Just because nothing has "triggered" an attack, the asthma has not
gone away. Asthma is a -condition- that causes the lungs to overreact
to stimulation from allergies, infections, or exercise, or any
combination of the three. The condition exists even if none of the
triggers are present. My daughter appears to be triggered by
infections. She has some allergies, however, that may weaken her
system and make it easier for her to get infections. The infections
trigger the asthma. To make sure we don't have to make ER visits
every time someone around her has a cold, we do daily medications
to PREVENT a problem. She was on antibiotics for over two years
straight. Now she is off of those, but we do a product called Serevent,
a long-acting bronchodilator, twice a day. She also uses Flovent,
an inhaled steroid. To counteract the allergies, she takes Claritin
and uses Flonase. This sounds like a lot, but it really is little
compared to what you have to do when she goes into a full-fledged
attack. We do our peak-flow meter at least once a day to find out
how she is doing currently. If she blows over 230, we stick to our
daily routine. If it drops below 230, we add a medication, and life
goes on. If it drops below 180, we start doing nebulizer treatments
every 4 hours with proventil and atrovent, and we take peak flows
several times a day. If the peak flow drops below 130, we head
for the ER. This plan give us control. It sounds complicated, but
our specialist gives us a print out that I carry with me. I even
reduced it so I could keep a copy in my wallet. I make copies for
the school and her grandmother, as well.
No one knows that my daughter has asthma this badly. She does very
well, and has missed relatively little school. She has NEVER been
hospitalized. Several of her friends who are being treated
more casually have been hospitalized, and their mothers still act
as though they don't really have asthma that bad. My goal is to
keep my child out of the hospital anyway I can. If she gets that bad,
it won't because I haven't fought to keep her well. Sometimes I've
given her nebulizer treatments every 2 hours around the clock. Not
my idea of fun, but she stayed home from the hospital.

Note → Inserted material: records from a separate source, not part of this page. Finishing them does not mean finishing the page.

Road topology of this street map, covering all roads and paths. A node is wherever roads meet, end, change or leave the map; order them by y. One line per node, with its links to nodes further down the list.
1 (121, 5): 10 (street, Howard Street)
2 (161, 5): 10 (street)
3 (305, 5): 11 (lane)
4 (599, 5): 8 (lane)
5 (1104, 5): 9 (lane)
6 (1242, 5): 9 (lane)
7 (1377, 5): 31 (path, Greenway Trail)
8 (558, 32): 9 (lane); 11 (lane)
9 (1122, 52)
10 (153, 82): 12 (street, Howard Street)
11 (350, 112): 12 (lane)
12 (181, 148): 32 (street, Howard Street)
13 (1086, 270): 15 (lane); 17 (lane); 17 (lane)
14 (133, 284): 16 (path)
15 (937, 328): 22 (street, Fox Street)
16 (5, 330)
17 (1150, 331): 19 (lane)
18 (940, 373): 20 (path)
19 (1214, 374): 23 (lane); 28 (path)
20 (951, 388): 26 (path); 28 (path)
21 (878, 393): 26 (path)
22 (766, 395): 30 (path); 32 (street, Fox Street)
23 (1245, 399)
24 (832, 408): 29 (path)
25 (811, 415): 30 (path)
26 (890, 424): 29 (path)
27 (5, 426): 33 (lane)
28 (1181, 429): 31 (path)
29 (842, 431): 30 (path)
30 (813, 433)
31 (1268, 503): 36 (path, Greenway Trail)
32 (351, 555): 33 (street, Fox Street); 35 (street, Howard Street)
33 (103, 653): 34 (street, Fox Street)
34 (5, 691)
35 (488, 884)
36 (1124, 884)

Please, take this seriously, and don't worry about the number of
meds she takes, worry more about makins sure she gets the right ones
and that a doctor who really understands asthma treats her. I've
seen too many friend's kids who are undertreated and suffering for it.
This condition can be controlled, but it can also be fatal if it
is not managed well.
I don't want to imply that you have a bad pediatrician; on the contrary,
the treatments he has prescribed are pretty usual. The difference
between him and my specialist is that my daughter's asthma doctor
is working constantly on preventing the problems, not just treating
the symptoms. Specialists usually know about the latest/greatest
treatments ahead of general practice doctors or pediatricians. We
see her doctor every three months just to confirm that the treatment
she is getting is still working and to decide if anything can be
dropped/added/changed. We've actually backed her off many meds she
was on when she was younger and sick so often. If she continues
to do well, she'll drop other meds eventually. If she tests
positive for allergies, we'll try to get her treated so that her
sensitivity to infections will also decrease. My daughter, who is
6, is now taking a more active roll in her treatment. She knows that
it is important to give me her best effort on her peak flow meter,
and she reminds me which meds to give her next! ;) She doesn't feel
like an invalid, because she does everything everyone else does,
including baseball, soccer, etc. We just have to be attentive to
her condition and know what to do if she starts having trouble.